Le mécénat au service du bien commun

Au cœur de la société civile, l’entreprise n’évolue pas en vase clos. Directement ou indirectement, elle participe à son développement.

Les entreprises vertueuses avec leurs démarches RSE (Responsabilité Sociétale des entreprises) peuvent utiliser le mécénat au service du bien commun et participer à l’auto-organisation de la société.

Aide aux communes pour le périscolaire, aide au soutien scolaire, soutien aux personnes dépendantes sont autant d’exemples où l’entreprise, en servant le bien commun, devient attrayante. Les actions socialement responsables attirent au sein de l’entreprise la génération Y et demain la génération Z.

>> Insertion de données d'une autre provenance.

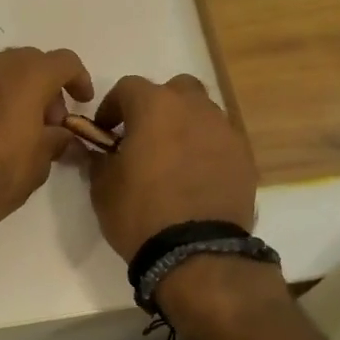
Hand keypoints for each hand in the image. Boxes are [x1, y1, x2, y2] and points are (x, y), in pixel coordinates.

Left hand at [0, 47, 93, 252]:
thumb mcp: (41, 161)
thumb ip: (57, 138)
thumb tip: (60, 134)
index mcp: (26, 75)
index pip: (64, 62)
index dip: (79, 80)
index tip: (82, 103)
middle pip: (30, 62)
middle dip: (46, 86)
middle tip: (51, 121)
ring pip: (0, 70)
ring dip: (16, 89)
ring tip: (20, 125)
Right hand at [86, 74, 257, 261]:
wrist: (196, 252)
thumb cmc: (140, 213)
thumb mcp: (102, 187)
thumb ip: (98, 158)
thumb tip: (95, 150)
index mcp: (155, 107)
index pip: (128, 87)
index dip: (112, 106)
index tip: (105, 132)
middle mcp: (194, 108)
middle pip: (175, 90)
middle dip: (158, 106)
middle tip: (144, 136)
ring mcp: (225, 131)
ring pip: (202, 113)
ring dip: (185, 126)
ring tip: (173, 159)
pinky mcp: (244, 158)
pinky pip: (220, 142)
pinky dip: (207, 150)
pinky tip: (196, 178)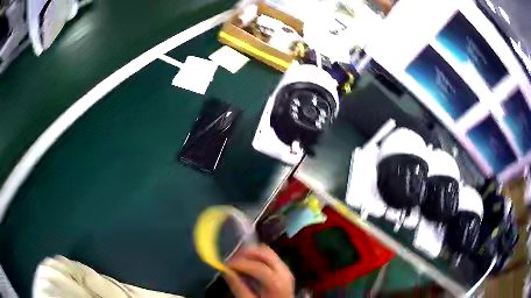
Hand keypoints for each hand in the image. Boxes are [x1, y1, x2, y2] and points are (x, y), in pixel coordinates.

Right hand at [223, 244, 293, 297]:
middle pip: (265, 254)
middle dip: (246, 254)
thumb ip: (239, 288)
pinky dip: (259, 256)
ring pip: (269, 253)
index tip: (227, 264)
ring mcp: (286, 271)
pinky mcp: (284, 271)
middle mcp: (284, 273)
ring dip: (252, 253)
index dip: (240, 263)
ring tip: (238, 260)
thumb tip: (227, 272)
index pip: (258, 266)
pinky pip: (272, 257)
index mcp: (276, 282)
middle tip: (231, 259)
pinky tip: (249, 263)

Si, en milieu scolaire, l’incident de parcours sanctionne l’enfant, dans le monde sportif, la performance alterne parfois avec l’échec et apprend ainsi la valeur de l’effort. En 2016, j’ai décidé de soutenir la section élite d’un club de natation pour soutenir une activité visant la performance. J’ai vu des jeunes sportifs accepter l’effort et comprendre que, bien vécu, l’échec est l’antichambre de la réussite.

La jeune équipe d’Altempo a adhéré et s’est investie dans l’aventure sans compter. Néanmoins, à l’heure où j’écris, nous échangeons sur les prochaines actions de mécénat et je sens poindre chez ces jeunes le désir d’aller vers des actions encore plus altruistes.

Un jeune m’a demandé si les actions de mécénat d’aujourd’hui ne préfiguraient pas les défis que les entreprises d’avenir devront relever. Voilà la mutation des entreprises du point de vue d’un jeune de 23 ans !

Comme l’innovation, cette démarche soutenue par les jeunes salariés fabrique l’entreprise de demain. En instaurant une conscience sociale dans l’entreprise, on attirera des jeunes qui veulent jouer en équipe, se surpasser pour bien faire dans l’intérêt de tous et de la société civile au sens large.

Le mécénat est une opportunité pour l’entreprise de changer son image, de faire comprendre qu’elle est inscrite dans une démarche d’intégration socialement responsable. Les donneurs d’ordre privés ou publics seront de plus en plus sensibles à ce type de démarches et la prendront en compte pour faire leur choix entre différents fournisseurs. Au savoir-faire et au prix, ils ajouteront de plus en plus un troisième critère de sélection : la participation de l’entreprise à l’intérêt général. Pour favoriser et valoriser ces initiatives, l’État pourrait, par exemple, infléchir la loi de 2003[3] vers un mécénat du bien commun.

Accueillir les oubliés dans la vie

La misère en France prend des proportions dramatiques. L’entreprise peut représenter une partie de la solution.

Les pouvoirs publics ont prévu des heures d’insertion sociale dans le cadre de marchés publics par appel d’offres. La démarche est louable, mais la prise en charge est très succincte, si bien que le candidat engagé, généralement avec un statut d’intérimaire, ne règle en rien sa situation personnelle et retombe dans sa situation initiale à l’achèvement des travaux.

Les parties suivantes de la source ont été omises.